Patient representatives and advocates shared their personal difficulties of having and/or supporting people with sarcoglycanopathies. Patients reported experiencing long delays before receiving their diagnosis and challenges with receiving clear expectations about the future and tailored care. They expressed that these can have a significant mental health impact on patients and their families. The patient representatives reported a lack of psychological support for families. All patients agreed that because there is no curative treatment for the disease currently, involvement of a multidisciplinary team of specialists, including a neuromuscular clinician, is key for successful management. They also highlighted the need of having international agreed standards on the diagnosis and care of patients with sarcoglycanopathies.
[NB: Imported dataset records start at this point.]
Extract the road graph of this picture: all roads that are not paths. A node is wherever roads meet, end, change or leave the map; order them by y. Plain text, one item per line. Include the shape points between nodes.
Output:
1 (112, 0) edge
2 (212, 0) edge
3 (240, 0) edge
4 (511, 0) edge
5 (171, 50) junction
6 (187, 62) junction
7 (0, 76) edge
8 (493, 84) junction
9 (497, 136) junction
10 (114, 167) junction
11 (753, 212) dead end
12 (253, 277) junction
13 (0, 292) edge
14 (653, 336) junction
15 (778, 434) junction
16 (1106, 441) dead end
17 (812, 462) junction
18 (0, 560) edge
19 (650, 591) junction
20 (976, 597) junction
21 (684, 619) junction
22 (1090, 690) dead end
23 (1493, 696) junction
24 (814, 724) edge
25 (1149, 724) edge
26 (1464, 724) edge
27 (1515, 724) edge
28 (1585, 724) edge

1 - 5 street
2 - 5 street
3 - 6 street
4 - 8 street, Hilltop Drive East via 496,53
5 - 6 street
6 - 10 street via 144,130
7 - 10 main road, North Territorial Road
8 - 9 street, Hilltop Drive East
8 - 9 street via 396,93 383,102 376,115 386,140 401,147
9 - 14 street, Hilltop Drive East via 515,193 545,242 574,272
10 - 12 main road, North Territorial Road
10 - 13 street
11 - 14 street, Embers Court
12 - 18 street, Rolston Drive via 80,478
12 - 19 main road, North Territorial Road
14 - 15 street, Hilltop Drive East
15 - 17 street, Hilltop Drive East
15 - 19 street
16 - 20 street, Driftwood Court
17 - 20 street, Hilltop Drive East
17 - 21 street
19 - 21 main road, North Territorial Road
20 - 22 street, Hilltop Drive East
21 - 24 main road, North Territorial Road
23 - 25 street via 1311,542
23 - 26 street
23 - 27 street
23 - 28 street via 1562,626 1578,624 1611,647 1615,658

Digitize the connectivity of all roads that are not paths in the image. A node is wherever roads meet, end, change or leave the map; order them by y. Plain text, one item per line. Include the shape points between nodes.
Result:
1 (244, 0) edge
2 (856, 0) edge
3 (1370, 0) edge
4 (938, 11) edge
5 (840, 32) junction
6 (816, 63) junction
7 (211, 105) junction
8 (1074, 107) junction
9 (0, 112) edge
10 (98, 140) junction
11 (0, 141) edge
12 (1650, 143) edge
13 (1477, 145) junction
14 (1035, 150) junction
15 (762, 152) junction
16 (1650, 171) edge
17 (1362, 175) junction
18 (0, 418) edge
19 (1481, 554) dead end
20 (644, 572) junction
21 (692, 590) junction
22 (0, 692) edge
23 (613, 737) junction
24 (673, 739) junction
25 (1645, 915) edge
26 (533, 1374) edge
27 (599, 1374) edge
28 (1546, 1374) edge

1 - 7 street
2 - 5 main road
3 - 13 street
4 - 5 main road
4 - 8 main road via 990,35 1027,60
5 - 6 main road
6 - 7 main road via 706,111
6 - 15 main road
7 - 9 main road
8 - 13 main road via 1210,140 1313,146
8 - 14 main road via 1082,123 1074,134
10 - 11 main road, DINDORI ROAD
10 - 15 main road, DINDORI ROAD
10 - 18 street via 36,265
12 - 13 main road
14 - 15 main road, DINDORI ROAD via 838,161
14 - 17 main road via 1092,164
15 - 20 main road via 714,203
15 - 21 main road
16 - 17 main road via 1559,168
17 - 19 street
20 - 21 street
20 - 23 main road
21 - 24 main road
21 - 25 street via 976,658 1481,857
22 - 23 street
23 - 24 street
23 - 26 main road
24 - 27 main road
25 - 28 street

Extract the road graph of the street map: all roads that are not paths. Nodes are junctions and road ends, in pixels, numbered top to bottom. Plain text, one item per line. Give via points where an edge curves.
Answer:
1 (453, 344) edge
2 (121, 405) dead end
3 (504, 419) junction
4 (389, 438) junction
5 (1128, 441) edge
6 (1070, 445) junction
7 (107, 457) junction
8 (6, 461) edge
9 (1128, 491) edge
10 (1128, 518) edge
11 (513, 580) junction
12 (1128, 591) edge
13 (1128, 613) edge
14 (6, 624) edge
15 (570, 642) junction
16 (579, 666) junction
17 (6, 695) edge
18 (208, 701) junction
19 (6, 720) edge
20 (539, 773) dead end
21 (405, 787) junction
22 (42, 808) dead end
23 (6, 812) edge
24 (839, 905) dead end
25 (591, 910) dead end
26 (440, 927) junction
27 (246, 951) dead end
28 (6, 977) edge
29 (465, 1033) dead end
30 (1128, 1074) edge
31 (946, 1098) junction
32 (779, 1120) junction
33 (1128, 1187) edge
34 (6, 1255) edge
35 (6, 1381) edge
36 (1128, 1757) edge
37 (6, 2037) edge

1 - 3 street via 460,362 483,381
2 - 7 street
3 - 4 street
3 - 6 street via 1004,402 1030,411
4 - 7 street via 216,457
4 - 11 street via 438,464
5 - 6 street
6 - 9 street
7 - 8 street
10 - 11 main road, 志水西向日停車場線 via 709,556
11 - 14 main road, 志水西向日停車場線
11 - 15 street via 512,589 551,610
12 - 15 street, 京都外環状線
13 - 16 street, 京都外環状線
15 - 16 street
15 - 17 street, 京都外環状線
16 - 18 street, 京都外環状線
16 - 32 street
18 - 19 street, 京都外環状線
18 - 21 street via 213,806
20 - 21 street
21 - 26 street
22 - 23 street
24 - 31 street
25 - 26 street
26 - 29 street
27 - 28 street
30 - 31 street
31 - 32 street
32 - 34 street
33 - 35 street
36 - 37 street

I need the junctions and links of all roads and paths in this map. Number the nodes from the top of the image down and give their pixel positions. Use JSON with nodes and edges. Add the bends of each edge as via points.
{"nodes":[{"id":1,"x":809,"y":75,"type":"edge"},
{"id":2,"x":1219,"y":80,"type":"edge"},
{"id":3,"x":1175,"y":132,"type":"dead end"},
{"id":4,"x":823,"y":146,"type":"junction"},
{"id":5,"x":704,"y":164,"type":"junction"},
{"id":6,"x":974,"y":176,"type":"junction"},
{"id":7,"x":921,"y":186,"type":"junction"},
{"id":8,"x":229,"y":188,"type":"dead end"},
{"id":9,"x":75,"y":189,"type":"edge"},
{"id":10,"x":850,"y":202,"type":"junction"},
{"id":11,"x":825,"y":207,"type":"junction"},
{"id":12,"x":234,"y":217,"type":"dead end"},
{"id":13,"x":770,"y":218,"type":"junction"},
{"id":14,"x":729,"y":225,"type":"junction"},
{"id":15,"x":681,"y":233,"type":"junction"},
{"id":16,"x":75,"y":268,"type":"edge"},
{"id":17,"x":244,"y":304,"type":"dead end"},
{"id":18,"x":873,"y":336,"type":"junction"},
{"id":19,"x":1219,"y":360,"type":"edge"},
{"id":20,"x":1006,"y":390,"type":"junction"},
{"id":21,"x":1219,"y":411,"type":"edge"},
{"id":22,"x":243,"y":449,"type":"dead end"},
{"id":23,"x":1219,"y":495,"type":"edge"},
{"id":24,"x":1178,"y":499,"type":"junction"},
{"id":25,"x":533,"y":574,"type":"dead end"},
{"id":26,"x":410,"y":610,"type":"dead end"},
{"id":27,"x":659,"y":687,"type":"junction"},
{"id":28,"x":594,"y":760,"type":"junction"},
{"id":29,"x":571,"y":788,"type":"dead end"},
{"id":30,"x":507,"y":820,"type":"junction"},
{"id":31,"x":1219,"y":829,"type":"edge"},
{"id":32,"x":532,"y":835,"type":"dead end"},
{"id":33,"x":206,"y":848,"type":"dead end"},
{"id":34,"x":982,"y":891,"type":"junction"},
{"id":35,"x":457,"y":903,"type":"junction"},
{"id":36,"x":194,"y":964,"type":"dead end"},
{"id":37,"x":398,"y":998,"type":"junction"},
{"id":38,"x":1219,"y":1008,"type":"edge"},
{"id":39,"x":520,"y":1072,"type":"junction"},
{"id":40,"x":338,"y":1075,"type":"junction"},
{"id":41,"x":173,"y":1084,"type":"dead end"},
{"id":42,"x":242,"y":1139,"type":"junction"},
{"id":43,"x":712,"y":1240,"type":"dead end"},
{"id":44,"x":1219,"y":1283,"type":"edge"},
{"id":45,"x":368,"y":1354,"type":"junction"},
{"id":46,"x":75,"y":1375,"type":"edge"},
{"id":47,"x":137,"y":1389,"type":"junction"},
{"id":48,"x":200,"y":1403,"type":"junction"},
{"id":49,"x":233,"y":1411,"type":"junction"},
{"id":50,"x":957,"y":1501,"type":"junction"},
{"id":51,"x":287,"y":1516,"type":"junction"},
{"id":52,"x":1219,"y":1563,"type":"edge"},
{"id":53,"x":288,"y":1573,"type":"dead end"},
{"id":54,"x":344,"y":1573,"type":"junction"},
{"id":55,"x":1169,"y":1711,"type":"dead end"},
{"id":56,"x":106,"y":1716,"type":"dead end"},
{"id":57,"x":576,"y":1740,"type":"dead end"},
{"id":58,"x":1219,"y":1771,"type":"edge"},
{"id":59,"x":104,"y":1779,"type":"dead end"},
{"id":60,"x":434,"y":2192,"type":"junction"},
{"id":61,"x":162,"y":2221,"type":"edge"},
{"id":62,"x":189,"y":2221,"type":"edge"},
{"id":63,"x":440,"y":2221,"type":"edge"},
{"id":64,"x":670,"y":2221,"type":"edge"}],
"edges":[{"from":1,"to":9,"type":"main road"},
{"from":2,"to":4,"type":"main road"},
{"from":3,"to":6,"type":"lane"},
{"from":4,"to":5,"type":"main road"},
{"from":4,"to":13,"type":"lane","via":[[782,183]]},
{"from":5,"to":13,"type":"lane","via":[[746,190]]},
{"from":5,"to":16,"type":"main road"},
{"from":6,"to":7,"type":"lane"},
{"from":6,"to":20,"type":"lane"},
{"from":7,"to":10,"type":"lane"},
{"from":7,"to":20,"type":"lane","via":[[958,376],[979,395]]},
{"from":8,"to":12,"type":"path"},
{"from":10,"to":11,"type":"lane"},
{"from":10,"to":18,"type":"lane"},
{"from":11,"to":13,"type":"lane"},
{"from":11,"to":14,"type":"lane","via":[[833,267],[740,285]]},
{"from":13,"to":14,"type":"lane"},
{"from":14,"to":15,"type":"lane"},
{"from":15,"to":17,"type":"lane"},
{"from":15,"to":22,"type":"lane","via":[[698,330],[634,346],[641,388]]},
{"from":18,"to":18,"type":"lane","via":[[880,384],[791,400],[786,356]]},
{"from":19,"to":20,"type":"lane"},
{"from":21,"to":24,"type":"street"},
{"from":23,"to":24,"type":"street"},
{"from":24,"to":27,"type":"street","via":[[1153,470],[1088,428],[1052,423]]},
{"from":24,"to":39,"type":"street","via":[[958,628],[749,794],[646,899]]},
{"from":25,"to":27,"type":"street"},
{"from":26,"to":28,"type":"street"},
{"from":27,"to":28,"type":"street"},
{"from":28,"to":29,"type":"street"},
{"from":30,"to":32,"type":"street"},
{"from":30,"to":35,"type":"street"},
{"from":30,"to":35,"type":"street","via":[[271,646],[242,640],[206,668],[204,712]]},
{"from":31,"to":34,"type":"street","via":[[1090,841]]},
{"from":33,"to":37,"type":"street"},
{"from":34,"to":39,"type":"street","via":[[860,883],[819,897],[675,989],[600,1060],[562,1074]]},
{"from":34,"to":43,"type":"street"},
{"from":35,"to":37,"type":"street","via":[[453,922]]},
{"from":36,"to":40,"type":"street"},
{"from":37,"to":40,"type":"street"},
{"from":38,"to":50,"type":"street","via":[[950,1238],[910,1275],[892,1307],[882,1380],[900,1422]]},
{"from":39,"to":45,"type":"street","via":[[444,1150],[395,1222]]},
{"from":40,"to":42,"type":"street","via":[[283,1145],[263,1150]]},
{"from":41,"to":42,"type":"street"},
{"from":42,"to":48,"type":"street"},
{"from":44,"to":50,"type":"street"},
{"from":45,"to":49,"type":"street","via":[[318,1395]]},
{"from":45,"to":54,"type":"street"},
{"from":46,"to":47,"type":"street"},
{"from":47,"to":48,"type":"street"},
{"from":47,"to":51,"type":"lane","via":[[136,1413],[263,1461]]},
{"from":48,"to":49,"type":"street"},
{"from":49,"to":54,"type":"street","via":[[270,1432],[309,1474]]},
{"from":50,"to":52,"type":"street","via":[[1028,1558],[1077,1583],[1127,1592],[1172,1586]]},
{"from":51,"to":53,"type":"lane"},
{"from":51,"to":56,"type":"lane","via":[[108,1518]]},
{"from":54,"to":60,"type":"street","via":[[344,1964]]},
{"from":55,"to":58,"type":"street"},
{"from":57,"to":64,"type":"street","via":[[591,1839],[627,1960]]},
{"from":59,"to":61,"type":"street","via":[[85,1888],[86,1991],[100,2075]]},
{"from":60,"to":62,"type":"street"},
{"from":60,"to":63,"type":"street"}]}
Clinicians and researchers discussed the signs and symptoms experienced by patients that help in the diagnosis. Sarcoglycanopathies are generally severe muscle diseases that start early in life, during childhood, and progress over time, meaning that muscle weakness worsens over time. This ultimately results in needing walking aids or a wheelchair by the second or third decade of life. Patients with the disease may also develop tight or stiff tendons (contractures), curving of the spine (scoliosis), and problems with the shoulder blades. Heart and breathing problems are common, especially once patients can no longer walk by themselves. The group reviewed the existing differences based on the country of origin in terms of symptoms experienced by patients and on the diagnosis protocol.
Once the clinicians had discussed the typical presentation of the disease, the group agreed on the best way to diagnose and care for patients with sarcoglycanopathies. Various methods help doctors diagnose a patient with sarcoglycanopathy. These include the typical clinical presentation, genetic testing, muscle biopsy analysis using antibody testing (e.g., immunohistochemistry), and muscle imaging scans (MRI). The group agreed that a confirmed diagnosis can only be established using genetic testing showing two pathogenic variants found in the gene affected. Management of the disease includes review by a specialist multidisciplinary team of healthcare professionals, including physicians, physiotherapists, occupational therapists, and nutritionists with experience in neuromuscular diseases. Due to the relatively high number of patients who develop heart and breathing complications, specialised doctors in heart and breathing functions should be included in the care of patients as soon as possible. There are no drugs that can slow down the disease currently. Therefore, the experts recommended physiotherapy, occupational therapy, exercise guidance, nutrition advice, and cardiac and respiratory care as key for the management of patients. The experts also discussed recommendations about use of anaesthesia, emergency care, and the transition from paediatric to adult care. Attention was also paid to the therapeutic interventions for sarcoglycanopathies. The discussion focused on the gene therapy studies currently in clinical trials or about to enter clinical trials, as well as on the pharmacological strategy based on the repurposing of the correctors of the cystic fibrosis transmembrane conductance regulator (CFTR). Intermittent steroid treatment at a low dosage requires further research to understand its effectiveness.
A full report will be published in Neuromuscular Disorders (PDF).